Problem details: Could you write out the records exactly as they are given?

Data entries:

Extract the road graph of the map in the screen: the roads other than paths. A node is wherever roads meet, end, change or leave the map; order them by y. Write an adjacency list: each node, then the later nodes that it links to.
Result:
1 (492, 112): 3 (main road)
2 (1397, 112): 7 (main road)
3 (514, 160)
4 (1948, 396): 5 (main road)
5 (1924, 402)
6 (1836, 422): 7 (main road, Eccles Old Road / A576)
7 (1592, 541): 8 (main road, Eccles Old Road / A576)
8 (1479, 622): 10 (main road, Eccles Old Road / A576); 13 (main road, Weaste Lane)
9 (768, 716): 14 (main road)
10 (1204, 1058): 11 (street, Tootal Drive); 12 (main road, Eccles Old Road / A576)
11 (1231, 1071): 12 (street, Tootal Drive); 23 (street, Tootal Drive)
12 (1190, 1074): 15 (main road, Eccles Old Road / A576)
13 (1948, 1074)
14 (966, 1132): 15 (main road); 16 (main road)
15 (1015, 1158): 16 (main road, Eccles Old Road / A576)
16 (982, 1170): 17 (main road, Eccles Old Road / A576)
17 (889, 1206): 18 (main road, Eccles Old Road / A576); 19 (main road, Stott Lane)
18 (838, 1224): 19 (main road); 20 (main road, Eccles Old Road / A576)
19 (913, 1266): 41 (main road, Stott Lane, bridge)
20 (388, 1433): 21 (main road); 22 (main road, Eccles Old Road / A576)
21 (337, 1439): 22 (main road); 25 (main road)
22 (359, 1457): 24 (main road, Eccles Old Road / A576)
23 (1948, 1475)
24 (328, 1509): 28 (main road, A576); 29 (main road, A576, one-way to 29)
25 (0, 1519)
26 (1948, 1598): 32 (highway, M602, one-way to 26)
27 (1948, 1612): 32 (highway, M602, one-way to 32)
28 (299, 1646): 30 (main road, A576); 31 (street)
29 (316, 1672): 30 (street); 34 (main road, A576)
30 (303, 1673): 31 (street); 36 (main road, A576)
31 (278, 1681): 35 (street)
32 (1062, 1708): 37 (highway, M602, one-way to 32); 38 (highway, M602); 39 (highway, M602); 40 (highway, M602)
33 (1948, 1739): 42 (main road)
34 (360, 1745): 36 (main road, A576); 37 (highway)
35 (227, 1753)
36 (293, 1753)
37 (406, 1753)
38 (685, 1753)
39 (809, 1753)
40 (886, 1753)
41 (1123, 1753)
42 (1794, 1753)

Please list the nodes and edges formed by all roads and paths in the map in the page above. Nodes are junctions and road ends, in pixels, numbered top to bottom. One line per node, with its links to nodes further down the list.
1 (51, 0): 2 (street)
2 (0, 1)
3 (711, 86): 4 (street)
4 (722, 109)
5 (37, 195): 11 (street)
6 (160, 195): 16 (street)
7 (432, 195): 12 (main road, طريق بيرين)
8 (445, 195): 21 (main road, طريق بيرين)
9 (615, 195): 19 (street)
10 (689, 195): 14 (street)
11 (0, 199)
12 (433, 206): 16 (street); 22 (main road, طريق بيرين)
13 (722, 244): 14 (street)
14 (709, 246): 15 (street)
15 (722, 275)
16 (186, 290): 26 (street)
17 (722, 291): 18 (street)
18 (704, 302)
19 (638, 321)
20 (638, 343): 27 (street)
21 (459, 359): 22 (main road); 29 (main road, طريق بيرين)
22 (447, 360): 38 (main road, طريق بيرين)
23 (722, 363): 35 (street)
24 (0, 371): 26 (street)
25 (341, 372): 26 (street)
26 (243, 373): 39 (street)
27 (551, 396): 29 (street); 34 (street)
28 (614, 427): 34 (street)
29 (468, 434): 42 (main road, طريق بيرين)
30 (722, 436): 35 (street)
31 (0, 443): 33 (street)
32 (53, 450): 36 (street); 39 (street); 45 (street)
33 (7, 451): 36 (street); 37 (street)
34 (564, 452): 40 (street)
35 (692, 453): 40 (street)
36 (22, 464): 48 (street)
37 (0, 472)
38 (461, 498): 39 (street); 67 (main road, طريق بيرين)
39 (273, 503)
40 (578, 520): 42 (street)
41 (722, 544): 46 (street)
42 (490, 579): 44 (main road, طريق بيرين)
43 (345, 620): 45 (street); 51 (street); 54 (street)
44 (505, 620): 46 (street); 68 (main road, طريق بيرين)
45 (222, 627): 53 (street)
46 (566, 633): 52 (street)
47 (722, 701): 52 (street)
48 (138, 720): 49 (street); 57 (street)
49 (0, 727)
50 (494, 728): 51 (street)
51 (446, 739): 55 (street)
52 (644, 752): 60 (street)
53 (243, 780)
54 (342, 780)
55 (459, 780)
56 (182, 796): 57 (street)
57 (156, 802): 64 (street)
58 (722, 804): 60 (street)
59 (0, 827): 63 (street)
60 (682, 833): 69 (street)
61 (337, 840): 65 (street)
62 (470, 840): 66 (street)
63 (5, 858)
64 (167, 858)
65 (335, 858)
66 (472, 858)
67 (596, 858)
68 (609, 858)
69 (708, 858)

Exercise output:
Extract the road graph of the map in the screen: the roads other than paths. A node is wherever roads meet, end, change or leave the map; order them by y. Write an adjacency list: each node, then the later nodes that it links to.
Result:
1 (492, 112): 3 (main road)
2 (1397, 112): 7 (main road)
3 (514, 160)
4 (1948, 396): 5 (main road)
5 (1924, 402)
6 (1836, 422): 7 (main road, Eccles Old Road / A576)
7 (1592, 541): 8 (main road, Eccles Old Road / A576)
8 (1479, 622): 10 (main road, Eccles Old Road / A576); 13 (main road, Weaste Lane)
9 (768, 716): 14 (main road)
10 (1204, 1058): 11 (street, Tootal Drive); 12 (main road, Eccles Old Road / A576)
11 (1231, 1071): 12 (street, Tootal Drive); 23 (street, Tootal Drive)
12 (1190, 1074): 15 (main road, Eccles Old Road / A576)
13 (1948, 1074)
14 (966, 1132): 15 (main road); 16 (main road)
15 (1015, 1158): 16 (main road, Eccles Old Road / A576)
16 (982, 1170): 17 (main road, Eccles Old Road / A576)
17 (889, 1206): 18 (main road, Eccles Old Road / A576); 19 (main road, Stott Lane)
18 (838, 1224): 19 (main road); 20 (main road, Eccles Old Road / A576)
19 (913, 1266): 41 (main road, Stott Lane, bridge)
20 (388, 1433): 21 (main road); 22 (main road, Eccles Old Road / A576)
21 (337, 1439): 22 (main road); 25 (main road)
22 (359, 1457): 24 (main road, Eccles Old Road / A576)
23 (1948, 1475)
24 (328, 1509): 28 (main road, A576); 29 (main road, A576, one-way to 29)
25 (0, 1519)
26 (1948, 1598): 32 (highway, M602, one-way to 26)
27 (1948, 1612): 32 (highway, M602, one-way to 32)
28 (299, 1646): 30 (main road, A576); 31 (street)
29 (316, 1672): 30 (street); 34 (main road, A576)
30 (303, 1673): 31 (street); 36 (main road, A576)
31 (278, 1681): 35 (street)
32 (1062, 1708): 37 (highway, M602, one-way to 32); 38 (highway, M602); 39 (highway, M602); 40 (highway, M602)
33 (1948, 1739): 42 (main road)
34 (360, 1745): 36 (main road, A576); 37 (highway)
35 (227, 1753)
36 (293, 1753)
37 (406, 1753)
38 (685, 1753)
39 (809, 1753)
40 (886, 1753)
41 (1123, 1753)
42 (1794, 1753)

Please list the nodes and edges formed by all roads and paths in the map in the page above. Nodes are junctions and road ends, in pixels, numbered top to bottom. One line per node, with its links to nodes further down the list.
1 (51, 0): 2 (street)
2 (0, 1)
3 (711, 86): 4 (street)
4 (722, 109)
5 (37, 195): 11 (street)
6 (160, 195): 16 (street)
7 (432, 195): 12 (main road, طريق بيرين)
8 (445, 195): 21 (main road, طريق بيرين)
9 (615, 195): 19 (street)
10 (689, 195): 14 (street)
11 (0, 199)
12 (433, 206): 16 (street); 22 (main road, طريق بيرين)
13 (722, 244): 14 (street)
14 (709, 246): 15 (street)
15 (722, 275)
16 (186, 290): 26 (street)
17 (722, 291): 18 (street)
18 (704, 302)
19 (638, 321)
20 (638, 343): 27 (street)
21 (459, 359): 22 (main road); 29 (main road, طريق بيرين)
22 (447, 360): 38 (main road, طريق بيرين)
23 (722, 363): 35 (street)
24 (0, 371): 26 (street)
25 (341, 372): 26 (street)
26 (243, 373): 39 (street)
27 (551, 396): 29 (street); 34 (street)
28 (614, 427): 34 (street)
29 (468, 434): 42 (main road, طريق بيرين)
30 (722, 436): 35 (street)
31 (0, 443): 33 (street)
32 (53, 450): 36 (street); 39 (street); 45 (street)
33 (7, 451): 36 (street); 37 (street)
34 (564, 452): 40 (street)
35 (692, 453): 40 (street)
36 (22, 464): 48 (street)
37 (0, 472)
38 (461, 498): 39 (street); 67 (main road, طريق بيرين)
39 (273, 503)
40 (578, 520): 42 (street)
41 (722, 544): 46 (street)
42 (490, 579): 44 (main road, طريق بيرين)
43 (345, 620): 45 (street); 51 (street); 54 (street)
44 (505, 620): 46 (street); 68 (main road, طريق بيرين)
45 (222, 627): 53 (street)
46 (566, 633): 52 (street)
47 (722, 701): 52 (street)
48 (138, 720): 49 (street); 57 (street)
49 (0, 727)
50 (494, 728): 51 (street)
51 (446, 739): 55 (street)
52 (644, 752): 60 (street)
53 (243, 780)
54 (342, 780)
55 (459, 780)
56 (182, 796): 57 (street)
57 (156, 802): 64 (street)
58 (722, 804): 60 (street)
59 (0, 827): 63 (street)
60 (682, 833): 69 (street)
61 (337, 840): 65 (street)
62 (470, 840): 66 (street)
63 (5, 858)
64 (167, 858)
65 (335, 858)
66 (472, 858)
67 (596, 858)
68 (609, 858)
69 (708, 858)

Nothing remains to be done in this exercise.